Meave Leakey Dr. Meave Leakey is the standard-bearer of a family of paleoanthropologists who have dominated their field since the beginning of the 20th Century. For 70 years, the Leakeys have been searching in Africa for clues to the origins of our earliest ancestors. Dr. Leakey’s field and lab work have established her as one of the most visible and distinguished scientists in a highly competitive and male-dominated profession.

Dr. Leakey’s research team at Lake Turkana, Kenya made a discovery in 1999 that completely redefined our understanding of early human ancestry: a 3.5 million-year-old skull and partial jaw (which she named Kenyanthropus platyops, or flat-faced man of Kenya) said to belong to a new branch of our early human family.
 
Book Cover
Announced in the journal, Nature, and the subject of a front-page story in The New York Times, this amazing discovery drew international attention, re-ignited the discussion of our ancient origins and challenged the view that human beings descended from a single line of evolution. Reflecting on the fossil record and the search for new clues about how humans evolved, Leakey says there is much more to learn. “It’s like a jigsaw puzzle in three dimensions with no end to it.”

Dr. Leakey now co-directs the fieldwork in Lake Turkana with her daughter, Dr. Louise Leakey, focusing on the origins of our own genus Homo and the emergence of Homo erectus, the first human ancestor to move out of Africa.

A masterful storyteller, Dr. Leakey conveys the importance of studying our origins with vivid images and real-life stories of her fieldwork in Africa. “We are one species that originated in Africa,” says Dr. Leakey, “If we can understand our past, we can better understand our future.”
 

...Dr.
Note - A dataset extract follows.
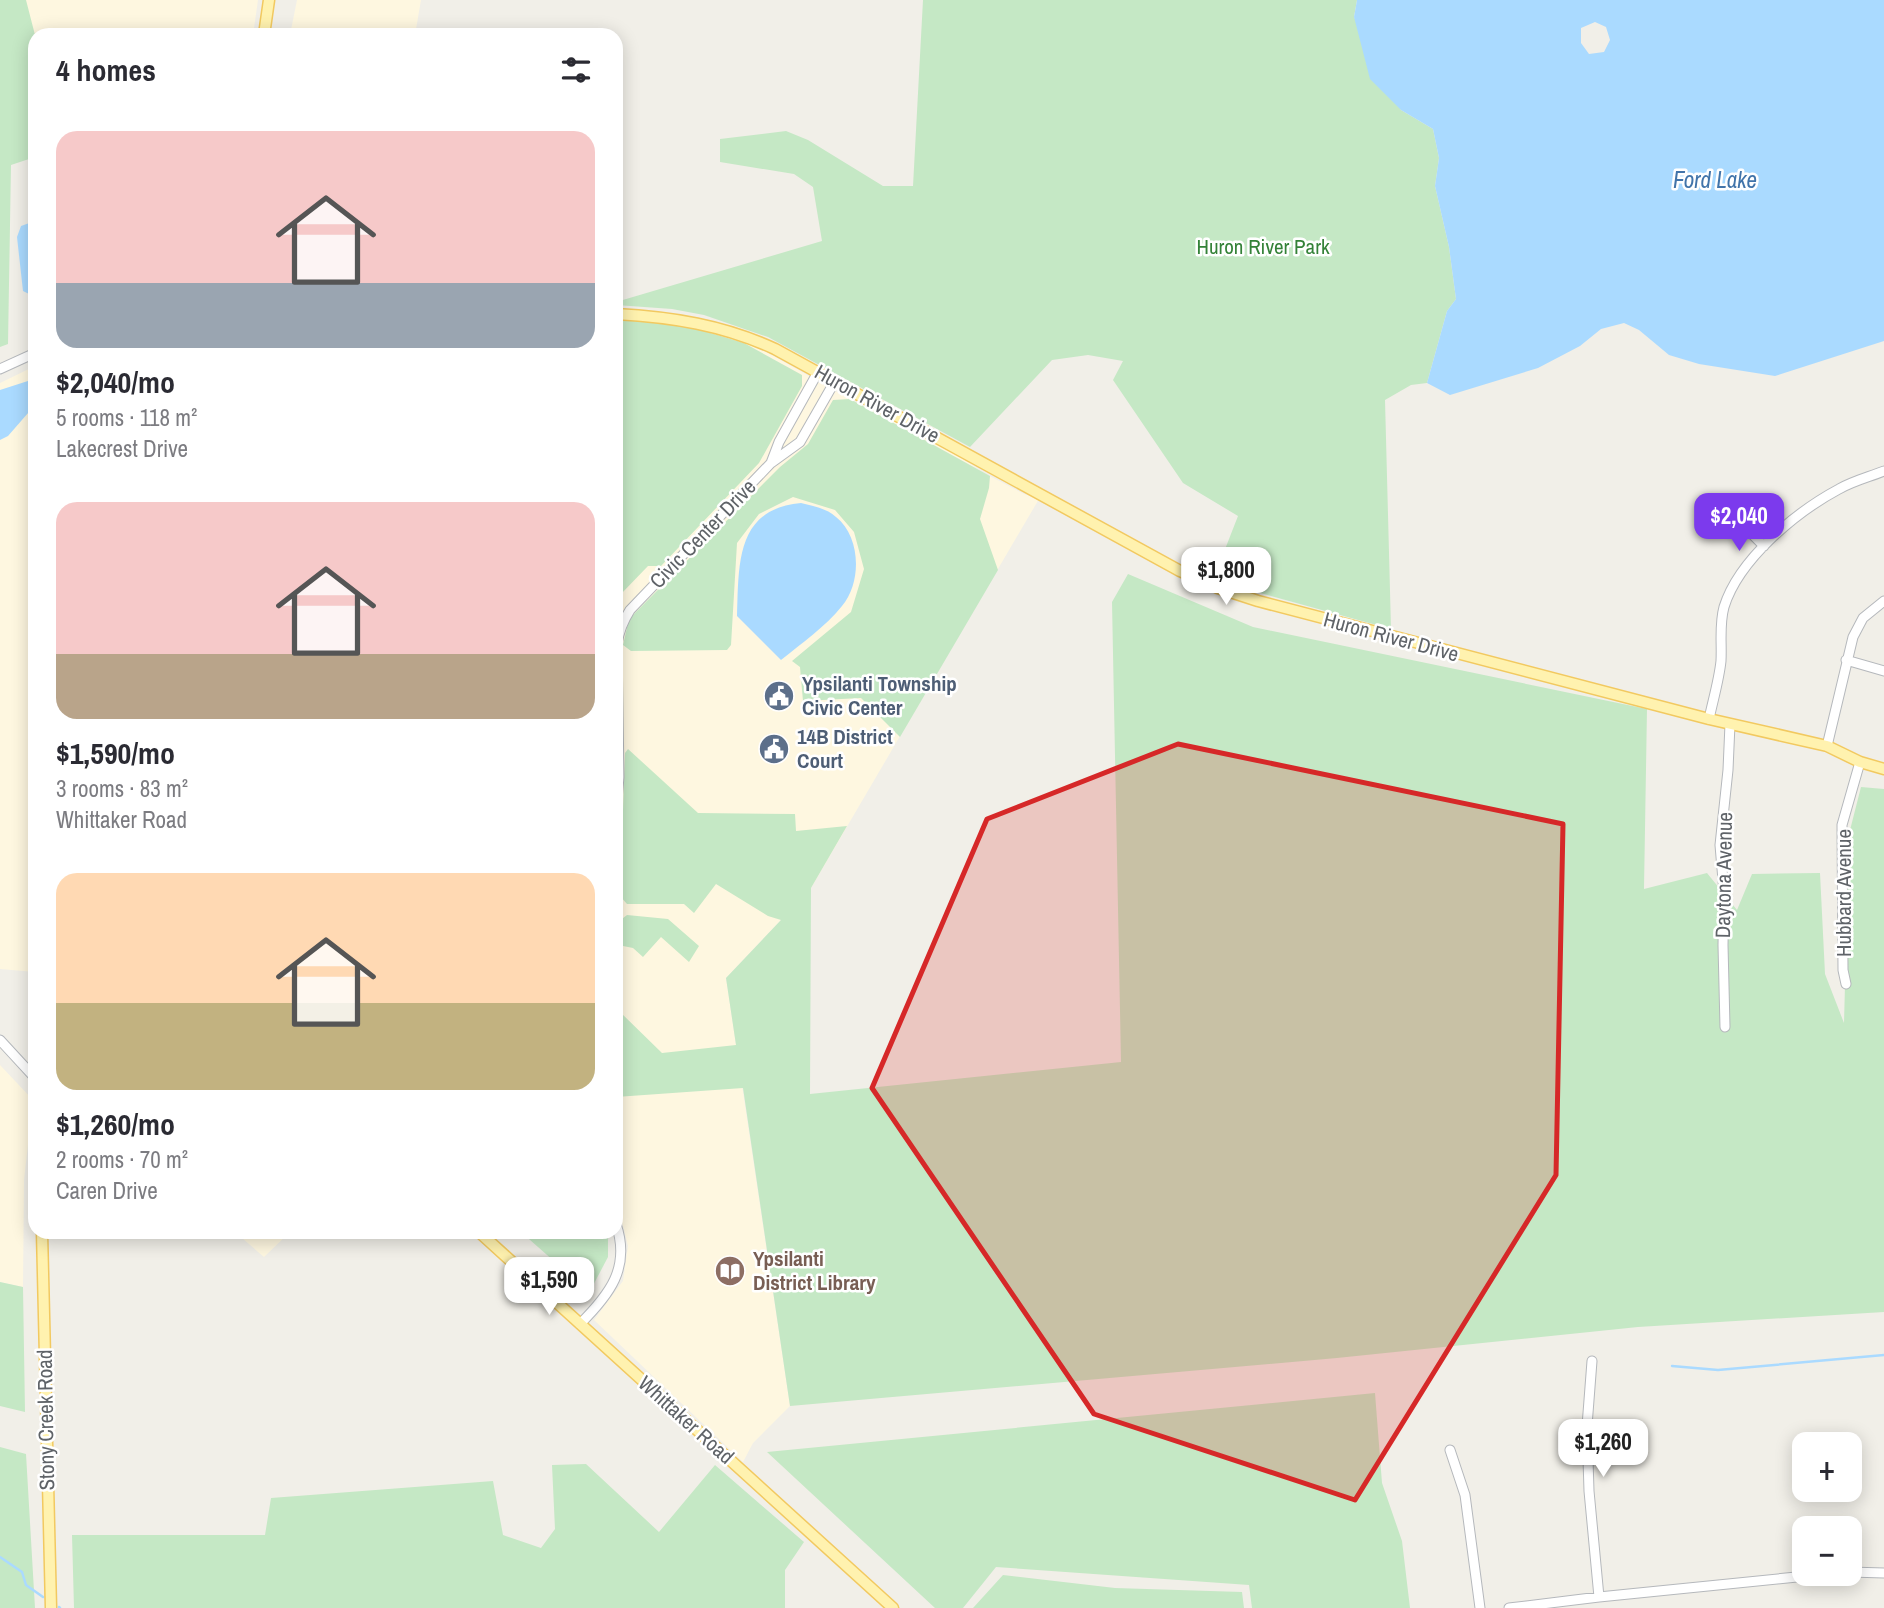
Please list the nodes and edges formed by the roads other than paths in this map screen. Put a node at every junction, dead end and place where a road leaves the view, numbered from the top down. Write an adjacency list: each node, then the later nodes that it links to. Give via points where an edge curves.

Leakey was fantastic! We sold out the event and the talk was amazing. I was especially touched by the number of young women who approached you after your lecture. You certainly are an inspiration for all young people considering future careers in science
Ontario Science Center

After completing her first degree at the University of North Wales, Dr. Leakey came to Kenya to work for Dr. Louis B. Leakey at his primate research center near Nairobi. At the same time, she collected data for her doctoral dissertation, which she completed in 1968. In the 1960s women were frequently denied places on expeditions; but in 1969 she was invited by Richard Leakey to join his field team at Koobi Fora on the eastern shore of Lake Turkana. She has worked in the Turkana area every year since then.

Dr. Leakey is a Research Associate in the Paleontology Division of the National Museum of Kenya. She was named a National Geographic “explorer-in-residence,” in honor of the 50 year relationship between “the National Geographic Society and the Leakey family dynasty of pioneering fossil hunters.”